On October 22, 2009, the Supreme Court of Canada ruled on the constitutionality of the Charter amendment in Bill 104. The decision, Nguyen v. Quebec, ordered the Quebec government to amend this section so that attendance in a non-subsidized English school would not automatically disqualify a student from attending a subsidized school.

According to the Court, Section 23 of the Canadian Charter of Rights and Freedoms obliges Quebec to offer primary and secondary education in English to the English-speaking minority. To do so, the government must analyze each child's background to determine whether or not the child should have access to such a school. By systematically excluding the child's experience at an unsubsidized school from the analysis, the Quebec government would not be carrying out a complete analysis of the child's background.

The Court's decision was largely based on its earlier ruling in Solski v. Quebec. In that case, the Court had ruled that it was constitutional for Quebec to require that children spend the "major part" of their lives in English school before granting access, but that this "major part" analysis should not be limited to a quantitative analysis. The government had to take into account the child's entire background to determine whether or not they would have access to the subsidized English school.

These two Supreme Court rulings developed the doctrine of the genuine educational pathway. This doctrine obliges the government to analyze a student's background, to see whether the child attended an unsubsidized English-language school simply to get around the law, or whether the student had a genuine educational background aimed at becoming part of the English-speaking minority.

==== The government's reaction ====

Apart from certain English-speaking groups, most Quebec political players were shocked by the Supreme Court's decision.

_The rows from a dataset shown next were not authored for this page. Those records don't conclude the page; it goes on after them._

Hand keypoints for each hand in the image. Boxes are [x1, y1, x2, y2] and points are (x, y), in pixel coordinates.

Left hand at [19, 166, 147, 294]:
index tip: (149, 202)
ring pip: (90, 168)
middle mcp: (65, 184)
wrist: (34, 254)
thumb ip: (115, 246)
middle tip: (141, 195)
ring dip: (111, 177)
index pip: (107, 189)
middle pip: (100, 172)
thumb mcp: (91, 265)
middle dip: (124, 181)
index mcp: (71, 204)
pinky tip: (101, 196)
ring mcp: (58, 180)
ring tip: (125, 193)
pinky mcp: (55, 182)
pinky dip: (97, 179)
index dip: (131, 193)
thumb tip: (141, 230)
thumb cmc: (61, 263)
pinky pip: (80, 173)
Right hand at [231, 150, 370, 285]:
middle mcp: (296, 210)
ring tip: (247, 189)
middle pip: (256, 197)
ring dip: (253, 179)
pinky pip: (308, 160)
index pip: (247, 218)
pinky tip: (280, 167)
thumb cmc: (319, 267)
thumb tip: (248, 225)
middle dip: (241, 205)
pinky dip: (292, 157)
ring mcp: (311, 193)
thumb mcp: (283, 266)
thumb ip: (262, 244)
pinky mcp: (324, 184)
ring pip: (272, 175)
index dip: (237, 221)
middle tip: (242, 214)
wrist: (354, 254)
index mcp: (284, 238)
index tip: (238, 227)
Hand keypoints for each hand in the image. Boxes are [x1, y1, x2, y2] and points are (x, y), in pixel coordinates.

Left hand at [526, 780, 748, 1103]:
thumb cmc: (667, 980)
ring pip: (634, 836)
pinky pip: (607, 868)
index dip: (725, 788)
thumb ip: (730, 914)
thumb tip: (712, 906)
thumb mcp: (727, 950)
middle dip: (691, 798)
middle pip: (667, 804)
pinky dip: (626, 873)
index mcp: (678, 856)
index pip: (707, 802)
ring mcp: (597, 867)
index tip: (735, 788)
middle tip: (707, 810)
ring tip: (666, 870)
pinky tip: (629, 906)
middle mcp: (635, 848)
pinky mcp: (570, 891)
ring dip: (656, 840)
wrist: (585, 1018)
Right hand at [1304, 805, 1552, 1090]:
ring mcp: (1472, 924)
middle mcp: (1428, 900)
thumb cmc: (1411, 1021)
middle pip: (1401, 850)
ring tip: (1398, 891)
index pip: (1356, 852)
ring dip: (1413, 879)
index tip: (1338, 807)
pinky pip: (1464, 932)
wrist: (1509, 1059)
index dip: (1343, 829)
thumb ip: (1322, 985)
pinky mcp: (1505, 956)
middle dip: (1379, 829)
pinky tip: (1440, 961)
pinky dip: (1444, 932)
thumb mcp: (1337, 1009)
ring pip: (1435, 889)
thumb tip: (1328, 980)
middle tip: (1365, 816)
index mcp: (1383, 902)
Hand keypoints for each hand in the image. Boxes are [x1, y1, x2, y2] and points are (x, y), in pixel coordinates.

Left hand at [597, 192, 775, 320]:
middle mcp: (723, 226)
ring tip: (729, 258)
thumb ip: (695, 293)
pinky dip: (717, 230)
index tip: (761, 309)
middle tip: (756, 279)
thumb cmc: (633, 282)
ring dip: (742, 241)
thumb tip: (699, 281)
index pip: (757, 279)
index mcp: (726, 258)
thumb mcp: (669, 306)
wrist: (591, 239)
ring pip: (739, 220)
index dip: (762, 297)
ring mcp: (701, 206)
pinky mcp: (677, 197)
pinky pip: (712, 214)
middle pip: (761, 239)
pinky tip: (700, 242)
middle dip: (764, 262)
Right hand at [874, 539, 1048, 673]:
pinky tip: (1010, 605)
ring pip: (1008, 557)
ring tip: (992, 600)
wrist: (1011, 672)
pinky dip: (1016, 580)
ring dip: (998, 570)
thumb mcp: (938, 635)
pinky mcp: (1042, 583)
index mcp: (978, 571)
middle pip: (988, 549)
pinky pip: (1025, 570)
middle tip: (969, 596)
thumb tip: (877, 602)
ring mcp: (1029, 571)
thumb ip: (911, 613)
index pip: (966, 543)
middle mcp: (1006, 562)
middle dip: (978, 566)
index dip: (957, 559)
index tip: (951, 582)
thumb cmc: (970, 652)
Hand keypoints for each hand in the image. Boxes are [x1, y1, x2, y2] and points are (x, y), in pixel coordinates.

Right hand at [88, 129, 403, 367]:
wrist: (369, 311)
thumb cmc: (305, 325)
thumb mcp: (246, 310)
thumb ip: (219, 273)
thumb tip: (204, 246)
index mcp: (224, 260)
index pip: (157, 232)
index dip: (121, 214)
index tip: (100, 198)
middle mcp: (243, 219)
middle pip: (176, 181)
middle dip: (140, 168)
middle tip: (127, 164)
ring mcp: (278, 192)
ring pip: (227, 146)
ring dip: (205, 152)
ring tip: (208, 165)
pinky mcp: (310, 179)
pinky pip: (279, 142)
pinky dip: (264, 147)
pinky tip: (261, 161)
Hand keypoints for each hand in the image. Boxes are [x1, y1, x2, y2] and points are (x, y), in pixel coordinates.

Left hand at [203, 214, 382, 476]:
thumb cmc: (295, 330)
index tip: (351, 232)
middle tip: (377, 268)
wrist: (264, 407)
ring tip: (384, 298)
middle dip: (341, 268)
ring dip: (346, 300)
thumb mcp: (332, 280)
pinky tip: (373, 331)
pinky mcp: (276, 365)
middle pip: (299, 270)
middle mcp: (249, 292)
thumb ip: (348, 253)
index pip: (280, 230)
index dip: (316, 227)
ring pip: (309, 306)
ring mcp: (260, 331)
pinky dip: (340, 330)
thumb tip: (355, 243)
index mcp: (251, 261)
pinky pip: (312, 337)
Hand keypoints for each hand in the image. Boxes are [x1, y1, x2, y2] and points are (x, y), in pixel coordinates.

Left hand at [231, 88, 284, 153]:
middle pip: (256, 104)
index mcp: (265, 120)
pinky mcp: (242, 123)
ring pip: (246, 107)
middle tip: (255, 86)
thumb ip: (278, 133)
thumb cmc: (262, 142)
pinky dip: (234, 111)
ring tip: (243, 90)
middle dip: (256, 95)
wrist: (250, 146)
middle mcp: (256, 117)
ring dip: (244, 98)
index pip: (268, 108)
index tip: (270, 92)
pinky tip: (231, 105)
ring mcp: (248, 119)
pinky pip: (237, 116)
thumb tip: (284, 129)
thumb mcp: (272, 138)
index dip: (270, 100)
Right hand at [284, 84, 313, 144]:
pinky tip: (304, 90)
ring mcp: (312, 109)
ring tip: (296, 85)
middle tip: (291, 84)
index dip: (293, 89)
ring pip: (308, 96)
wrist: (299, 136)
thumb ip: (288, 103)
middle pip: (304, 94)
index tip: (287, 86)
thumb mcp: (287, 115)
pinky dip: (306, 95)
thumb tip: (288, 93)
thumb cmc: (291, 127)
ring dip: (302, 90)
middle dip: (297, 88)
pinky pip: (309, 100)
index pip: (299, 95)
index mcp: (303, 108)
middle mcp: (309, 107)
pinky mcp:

Christine St-Pierre, the Minister responsible for the application of the Charter of the French Language, said she was disappointed by the decision, but announced her intention to work to bring the Charter of the French Language into line with the Supreme Court's decision.

In June 2010, the Charest government announced its response to the Nguyen v. Québec decision. The government presented the Act to amend the Charter of the French language and other legislative provisions (Bill 103) to the National Assembly. This bill included several measures, the main one being the introduction of a rubric to evaluate a child's authentic schooling. In addition to children who already had access to subsidized English schools (see the section on Subsidized English Schools above), the rubric would be used to determine whether or not other children should have access to subsidized English schools. If these children demonstrated a genuine academic pathway to study in English, the government would allow them access to the subsidized English school.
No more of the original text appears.